- **ABOUT THIS TASK**
Without carrying over a single picture, write out the records below exactly.

- **INFORMATION SUPPLIED**

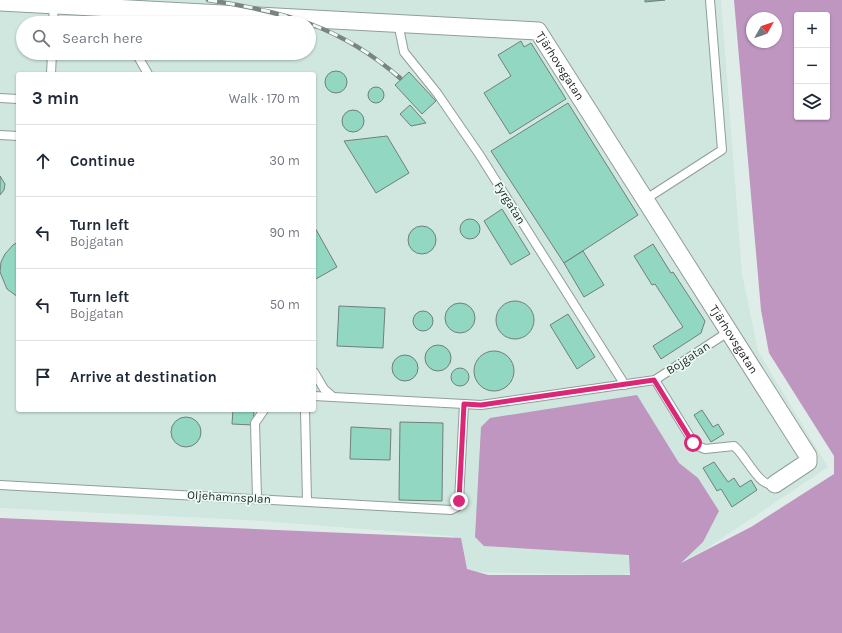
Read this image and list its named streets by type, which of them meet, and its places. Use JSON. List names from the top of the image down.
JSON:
{
  "streets": {
    "street": ["Tjärhovsgatan"],
    "lane": ["Fyrgatan", "Bojgatan", "Oljehamnsplan"]
  },
  "crossings": [
    ["Tjärhovsgatan", "Fyrgatan"],
    ["Tjärhovsgatan", "Bojgatan"],
    ["Fyrgatan", "Bojgatan"],
    ["Bojgatan", "Oljehamnsplan"]
  ],
  "north": "top right",
  "page": {
    "map_buttons": ["+", "−"],
    "search": "Search here",
    "heading": ["3 min", "Walk · 170 m"],
    "list": [
      ["Continue", "30 m"],
      ["Turn left", "Bojgatan", "90 m"],
      ["Turn left", "Bojgatan", "50 m"],
      "Arrive at destination"
    ]
  }
}
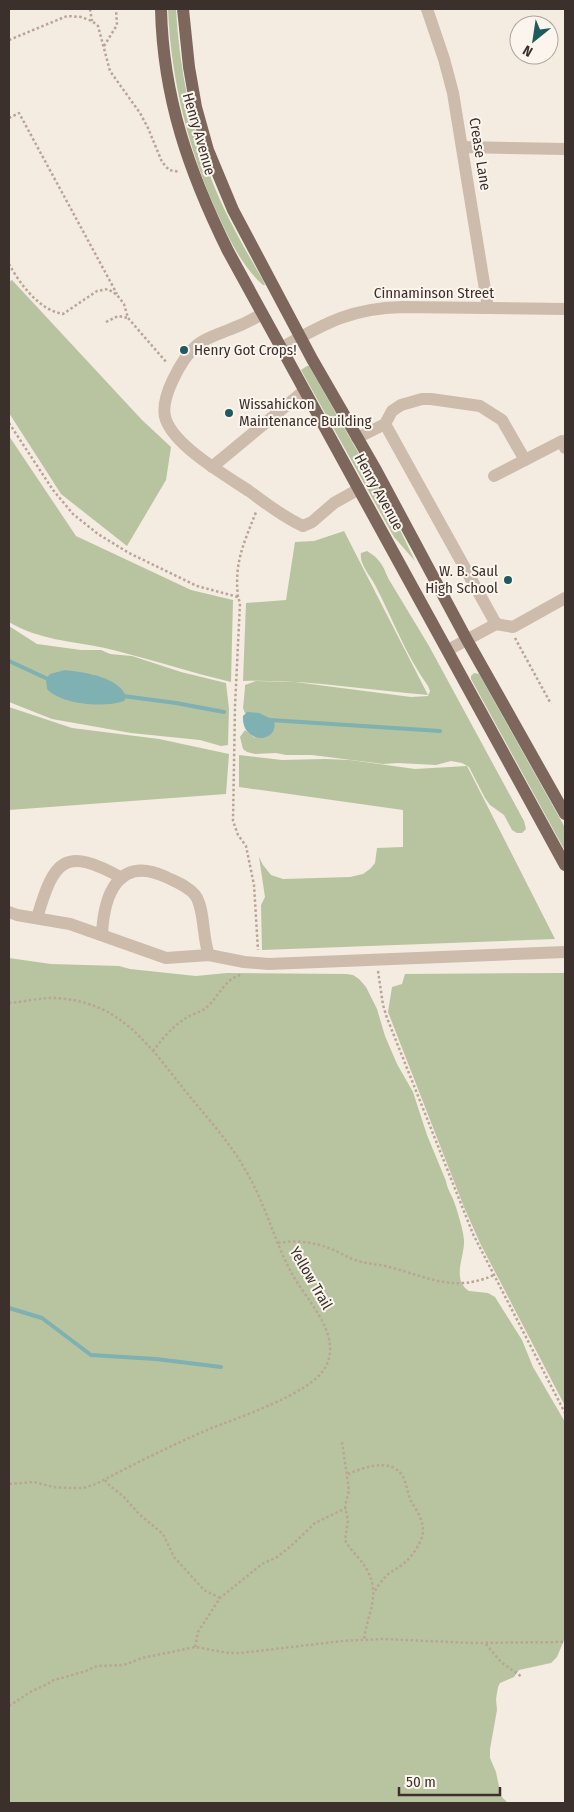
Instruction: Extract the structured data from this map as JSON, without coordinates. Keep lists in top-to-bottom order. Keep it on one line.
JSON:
{"streets":{"main road":["Henry Avenue"],"street":["Crease Lane","Cinnaminson Street"],"path":["Yellow Trail"]},"crossings":[["Henry Avenue","Cinnaminson Street"],["Crease Lane","Cinnaminson Street"]],"places":["Henry Got Crops!","Wissahickon Maintenance Building","W. B. Saul High School"],"scale_bar":"50 m","north":"bottom left"}
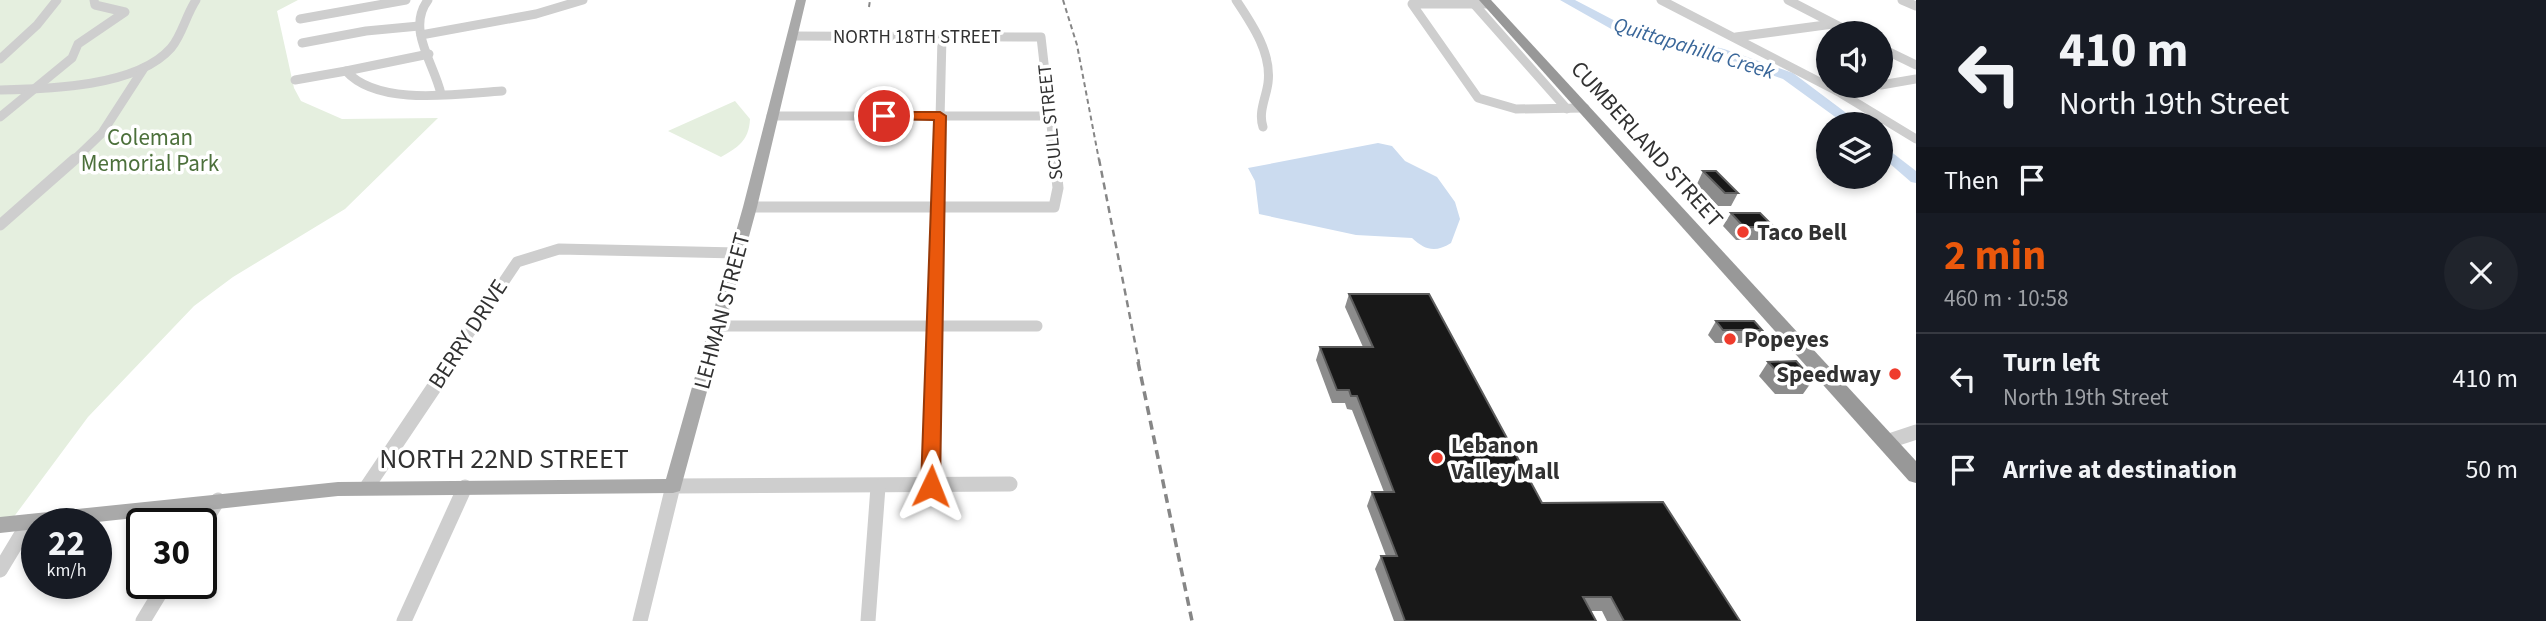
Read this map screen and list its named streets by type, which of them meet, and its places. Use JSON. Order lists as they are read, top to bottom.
{
  "streets": {
    "highway": ["CUMBERLAND STREET"],
    "main road": ["LEHMAN STREET", "NORTH 22ND STREET"],
    "street": ["NORTH 18TH STREET", "SCULL STREET", "BERRY DRIVE"]
  },
  "crossings": [
    ["NORTH 18TH STREET", "SCULL STREET"],
    ["NORTH 18TH STREET", "LEHMAN STREET"],
    ["LEHMAN STREET", "BERRY DRIVE"],
    ["LEHMAN STREET", "NORTH 22ND STREET"],
    ["BERRY DRIVE", "NORTH 22ND STREET"]
  ],
  "water": ["Quittapahilla Creek"],
  "parks": ["Coleman Memorial Park"],
  "places": [
    "Taco Bell",
    "Popeyes",
    "Speedway",
    "Lebanon Valley Mall"
  ],
  "page": {
    "turn": ["410 m", "North 19th Street"],
    "then": "Then",
    "heading": ["2 min", "460 m · 10:58"],
    "list": [
      {
        "name": "Turn left",
        "note": "North 19th Street",
        "value": "410 m"
      },
      {
        "name": "Arrive at destination",
        "value": "50 m"
      }
    ],
    "speed": "22 km/h",
    "limit": "30"
  }
}
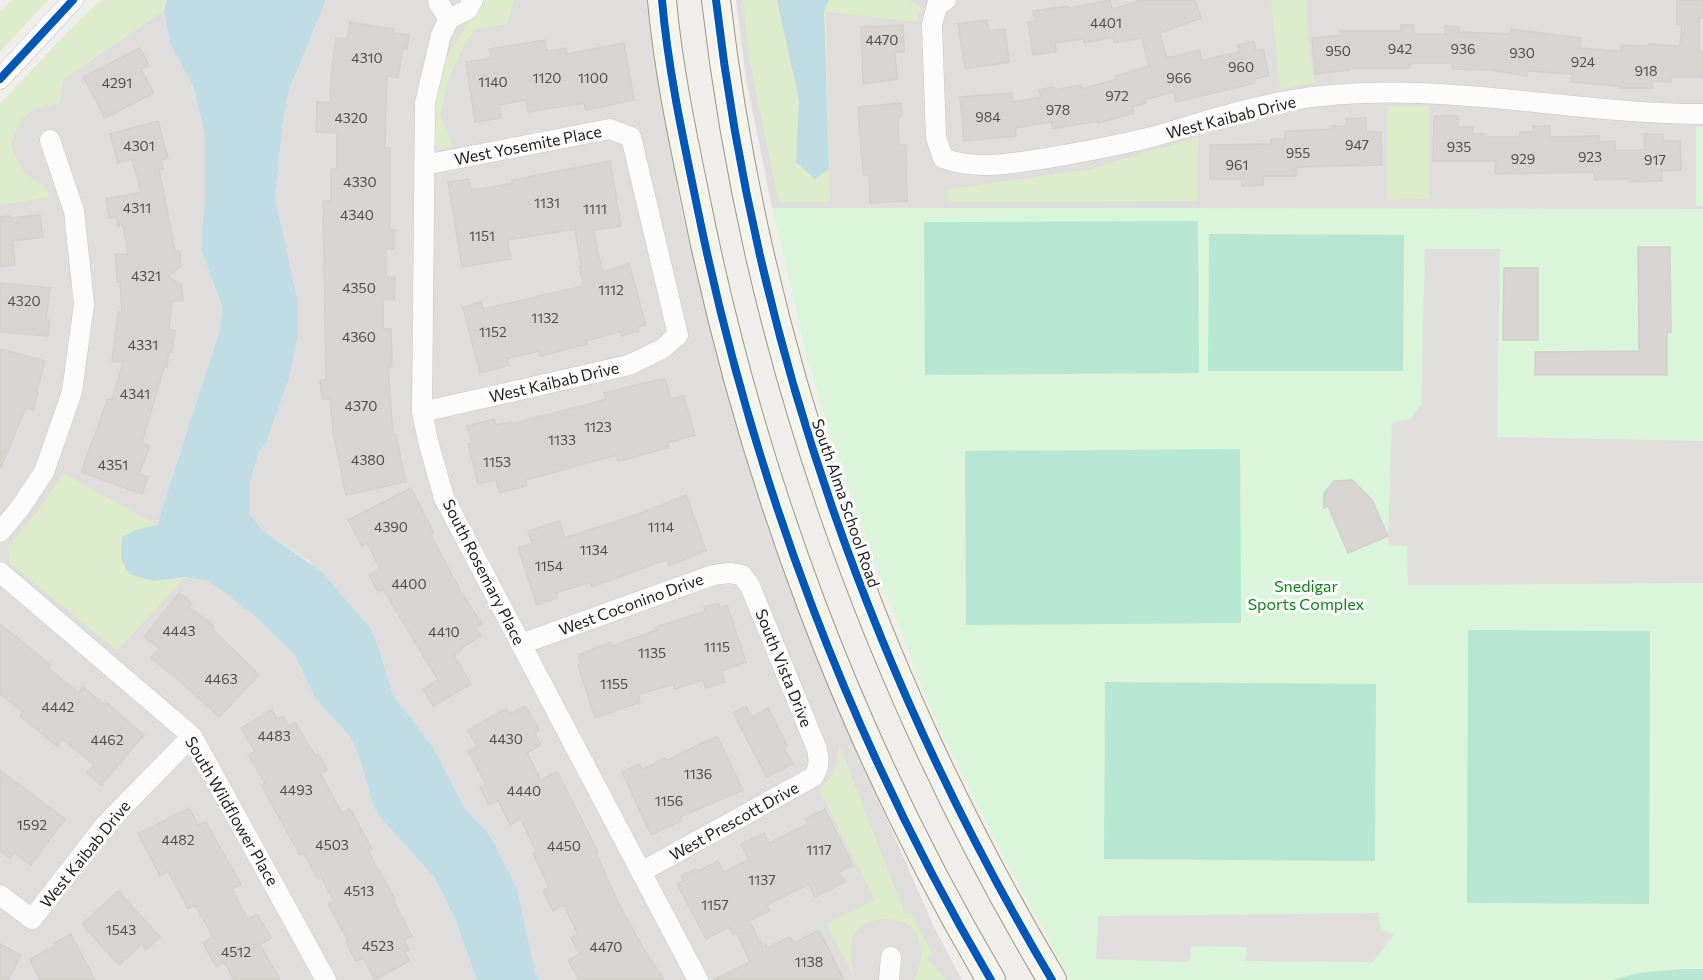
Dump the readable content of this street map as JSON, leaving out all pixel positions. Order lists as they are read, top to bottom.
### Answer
{
  "streets": {
    "main road": ["South Alma School Road"],
    "street": [
      "West Kaibab Drive",
      "West Yosemite Place",
      "South Rosemary Place",
      "West Coconino Drive",
      "South Vista Drive",
      "South Wildflower Place",
      "West Prescott Drive"
    ]
  },
  "crossings": [
    ["West Kaibab Drive", "West Yosemite Place"],
    ["West Kaibab Drive", "South Rosemary Place"],
    ["West Kaibab Drive", "South Wildflower Place"],
    ["West Yosemite Place", "South Rosemary Place"],
    ["South Rosemary Place", "West Coconino Drive"],
    ["South Rosemary Place", "West Prescott Drive"],
    ["West Coconino Drive", "South Vista Drive"],
    ["South Vista Drive", "West Prescott Drive"]
  ],
  "parks": ["Snedigar Sports Complex"],
  "house_numbers": [
    "4401",
    "4470",
    "942",
    "936",
    "950",
    "930",
    "4310",
    "924",
    "960",
    "918",
    "1120",
    "1100",
    "966",
    "1140",
    "4291",
    "972",
    "978",
    "984",
    "4320",
    "947",
    "4301",
    "935",
    "955",
    "923",
    "929",
    "917",
    "961",
    "4330",
    "1131",
    "4311",
    "1111",
    "4340",
    "1151",
    "4321",
    "4350",
    "1112",
    "4320",
    "1132",
    "1152",
    "4360",
    "4331",
    "4341",
    "4370",
    "1123",
    "1133",
    "4380",
    "1153",
    "4351",
    "4390",
    "1114",
    "1134",
    "1154",
    "4400",
    "4443",
    "4410",
    "1115",
    "1135",
    "4463",
    "1155",
    "4442",
    "4483",
    "4430",
    "4462",
    "1136",
    "4493",
    "4440",
    "1156",
    "1592",
    "4482",
    "4503",
    "4450",
    "1117",
    "1137",
    "4513",
    "1157",
    "1543",
    "4523",
    "4470",
    "4512",
    "1138"
  ]
}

- **SOLUTION**
Read this image and list its named streets by type, which of them meet, and its places. Use JSON. List names from the top of the image down.
JSON:
{
  "streets": {
    "street": ["Tjärhovsgatan"],
    "lane": ["Fyrgatan", "Bojgatan", "Oljehamnsplan"]
  },
  "crossings": [
    ["Tjärhovsgatan", "Fyrgatan"],
    ["Tjärhovsgatan", "Bojgatan"],
    ["Fyrgatan", "Bojgatan"],
    ["Bojgatan", "Oljehamnsplan"]
  ],
  "north": "top right",
  "page": {
    "map_buttons": ["+", "−"],
    "search": "Search here",
    "heading": ["3 min", "Walk · 170 m"],
    "list": [
      ["Continue", "30 m"],
      ["Turn left", "Bojgatan", "90 m"],
      ["Turn left", "Bojgatan", "50 m"],
      "Arrive at destination"
    ]
  }
}
Instruction: Extract the structured data from this map as JSON, without coordinates. Keep lists in top-to-bottom order. Keep it on one line.
JSON:
{"streets":{"main road":["Henry Avenue"],"street":["Crease Lane","Cinnaminson Street"],"path":["Yellow Trail"]},"crossings":[["Henry Avenue","Cinnaminson Street"],["Crease Lane","Cinnaminson Street"]],"places":["Henry Got Crops!","Wissahickon Maintenance Building","W. B. Saul High School"],"scale_bar":"50 m","north":"bottom left"}
Read this map screen and list its named streets by type, which of them meet, and its places. Use JSON. Order lists as they are read, top to bottom.
{
  "streets": {
    "highway": ["CUMBERLAND STREET"],
    "main road": ["LEHMAN STREET", "NORTH 22ND STREET"],
    "street": ["NORTH 18TH STREET", "SCULL STREET", "BERRY DRIVE"]
  },
  "crossings": [
    ["NORTH 18TH STREET", "SCULL STREET"],
    ["NORTH 18TH STREET", "LEHMAN STREET"],
    ["LEHMAN STREET", "BERRY DRIVE"],
    ["LEHMAN STREET", "NORTH 22ND STREET"],
    ["BERRY DRIVE", "NORTH 22ND STREET"]
  ],
  "water": ["Quittapahilla Creek"],
  "parks": ["Coleman Memorial Park"],
  "places": [
    "Taco Bell",
    "Popeyes",
    "Speedway",
    "Lebanon Valley Mall"
  ],
  "page": {
    "turn": ["410 m", "North 19th Street"],
    "then": "Then",
    "heading": ["2 min", "460 m · 10:58"],
    "list": [
      {
        "name": "Turn left",
        "note": "North 19th Street",
        "value": "410 m"
      },
      {
        "name": "Arrive at destination",
        "value": "50 m"
      }
    ],
    "speed": "22 km/h",
    "limit": "30"
  }
}
Dump the readable content of this street map as JSON, leaving out all pixel positions. Order lists as they are read, top to bottom.
### Answer
{
  "streets": {
    "main road": ["South Alma School Road"],
    "street": [
      "West Kaibab Drive",
      "West Yosemite Place",
      "South Rosemary Place",
      "West Coconino Drive",
      "South Vista Drive",
      "South Wildflower Place",
      "West Prescott Drive"
    ]
  },
  "crossings": [
    ["West Kaibab Drive", "West Yosemite Place"],
    ["West Kaibab Drive", "South Rosemary Place"],
    ["West Kaibab Drive", "South Wildflower Place"],
    ["West Yosemite Place", "South Rosemary Place"],
    ["South Rosemary Place", "West Coconino Drive"],
    ["South Rosemary Place", "West Prescott Drive"],
    ["West Coconino Drive", "South Vista Drive"],
    ["South Vista Drive", "West Prescott Drive"]
  ],
  "parks": ["Snedigar Sports Complex"],
  "house_numbers": [
    "4401",
    "4470",
    "942",
    "936",
    "950",
    "930",
    "4310",
    "924",
    "960",
    "918",
    "1120",
    "1100",
    "966",
    "1140",
    "4291",
    "972",
    "978",
    "984",
    "4320",
    "947",
    "4301",
    "935",
    "955",
    "923",
    "929",
    "917",
    "961",
    "4330",
    "1131",
    "4311",
    "1111",
    "4340",
    "1151",
    "4321",
    "4350",
    "1112",
    "4320",
    "1132",
    "1152",
    "4360",
    "4331",
    "4341",
    "4370",
    "1123",
    "1133",
    "4380",
    "1153",
    "4351",
    "4390",
    "1114",
    "1134",
    "1154",
    "4400",
    "4443",
    "4410",
    "1115",
    "1135",
    "4463",
    "1155",
    "4442",
    "4483",
    "4430",
    "4462",
    "1136",
    "4493",
    "4440",
    "1156",
    "1592",
    "4482",
    "4503",
    "4450",
    "1117",
    "1137",
    "4513",
    "1157",
    "1543",
    "4523",
    "4470",
    "4512",
    "1138"
  ]
}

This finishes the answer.